* Given records *
■ ■ ■ ■
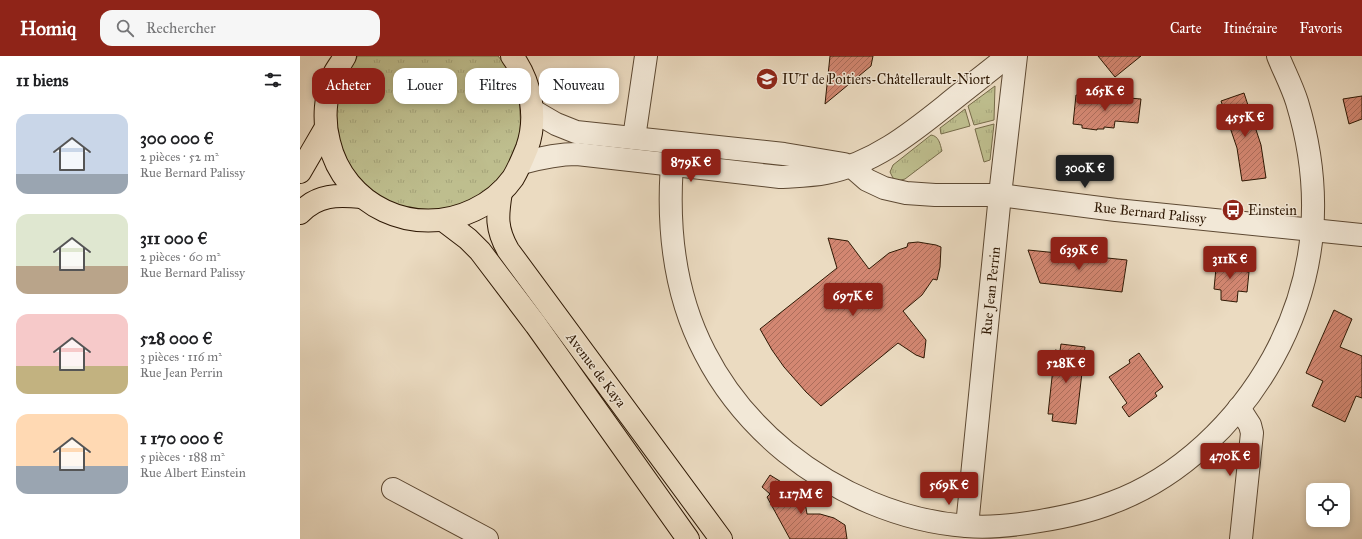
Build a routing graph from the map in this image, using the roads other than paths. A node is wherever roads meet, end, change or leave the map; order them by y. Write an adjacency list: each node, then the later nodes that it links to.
■ ■ ■ ■
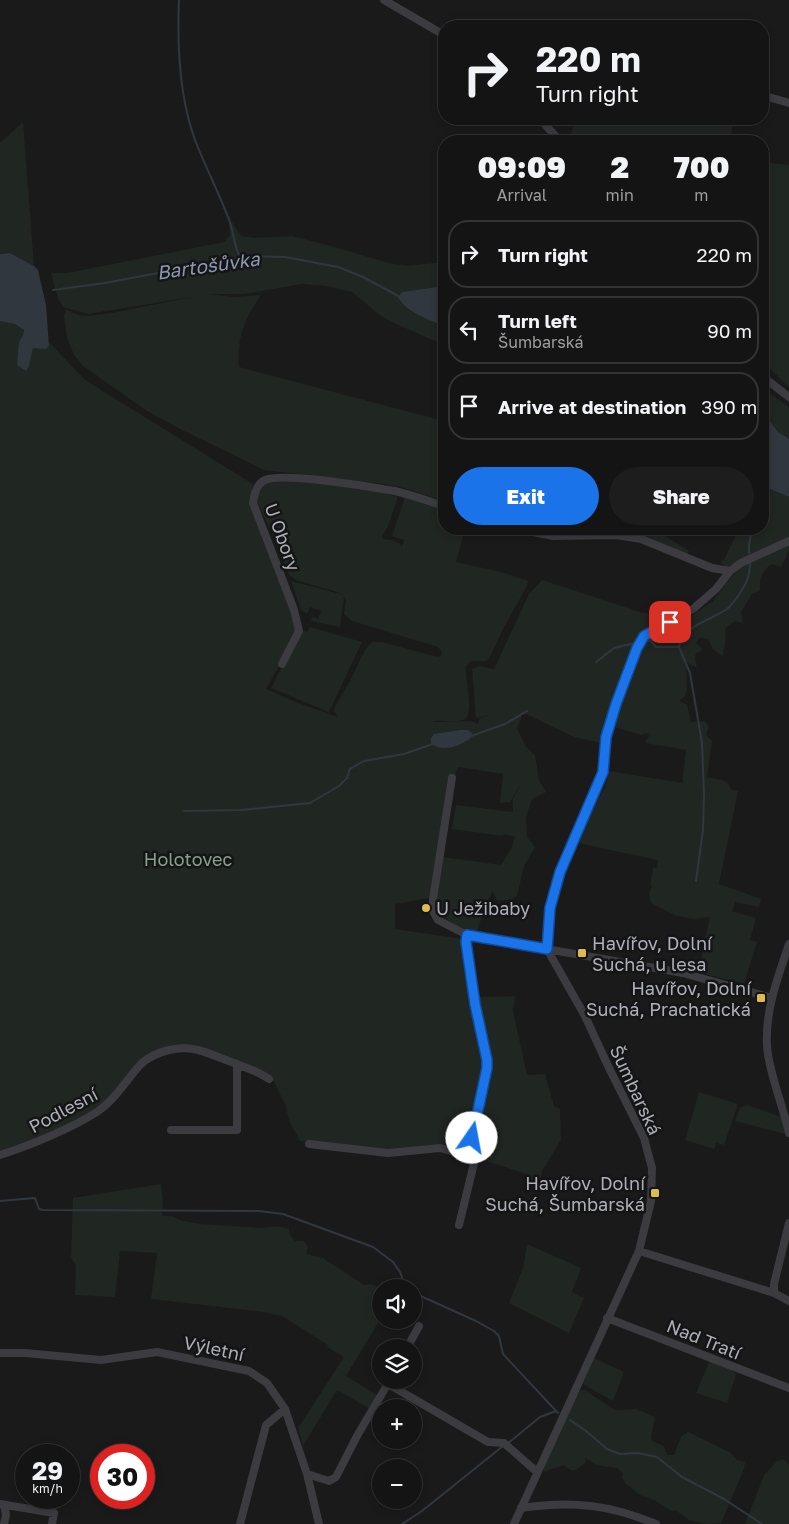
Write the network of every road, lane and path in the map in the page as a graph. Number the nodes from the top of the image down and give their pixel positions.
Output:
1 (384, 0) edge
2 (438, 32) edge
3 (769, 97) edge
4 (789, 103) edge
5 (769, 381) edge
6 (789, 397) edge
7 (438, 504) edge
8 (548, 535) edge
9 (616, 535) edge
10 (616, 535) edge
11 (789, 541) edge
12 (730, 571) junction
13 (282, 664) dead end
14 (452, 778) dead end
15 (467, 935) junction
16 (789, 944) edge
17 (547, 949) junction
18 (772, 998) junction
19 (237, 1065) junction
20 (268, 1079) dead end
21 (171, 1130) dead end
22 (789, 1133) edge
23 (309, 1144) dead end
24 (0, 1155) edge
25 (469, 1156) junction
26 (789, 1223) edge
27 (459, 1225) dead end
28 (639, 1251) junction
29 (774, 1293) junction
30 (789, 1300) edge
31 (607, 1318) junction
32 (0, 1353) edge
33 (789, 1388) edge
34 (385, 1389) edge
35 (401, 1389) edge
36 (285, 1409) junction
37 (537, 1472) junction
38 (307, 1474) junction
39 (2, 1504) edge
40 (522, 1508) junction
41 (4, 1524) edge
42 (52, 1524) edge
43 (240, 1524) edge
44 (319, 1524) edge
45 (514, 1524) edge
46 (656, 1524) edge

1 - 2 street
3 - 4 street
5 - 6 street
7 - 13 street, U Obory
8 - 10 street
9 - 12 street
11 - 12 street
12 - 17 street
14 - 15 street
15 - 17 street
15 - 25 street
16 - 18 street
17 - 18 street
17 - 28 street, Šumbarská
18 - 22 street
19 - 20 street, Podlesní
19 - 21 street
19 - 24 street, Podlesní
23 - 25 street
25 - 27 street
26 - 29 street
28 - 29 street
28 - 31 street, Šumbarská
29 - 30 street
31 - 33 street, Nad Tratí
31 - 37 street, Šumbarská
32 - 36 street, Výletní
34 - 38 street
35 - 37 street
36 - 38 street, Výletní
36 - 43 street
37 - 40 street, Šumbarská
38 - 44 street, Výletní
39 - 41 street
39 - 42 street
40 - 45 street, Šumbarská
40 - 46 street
■ ■ ■ ■
* Exercise prompt *
Please return every line of the records above that contains the word "nodes".

* Response to the task *
Build a routing graph from the map in this image, using the roads other than paths. A node is wherever roads meet, end, change or leave the map; order them by y. Write an adjacency list: each node, then the later nodes that it links to.
Write the network of every road, lane and path in the map in the page as a graph. Number the nodes from the top of the image down and give their pixel positions.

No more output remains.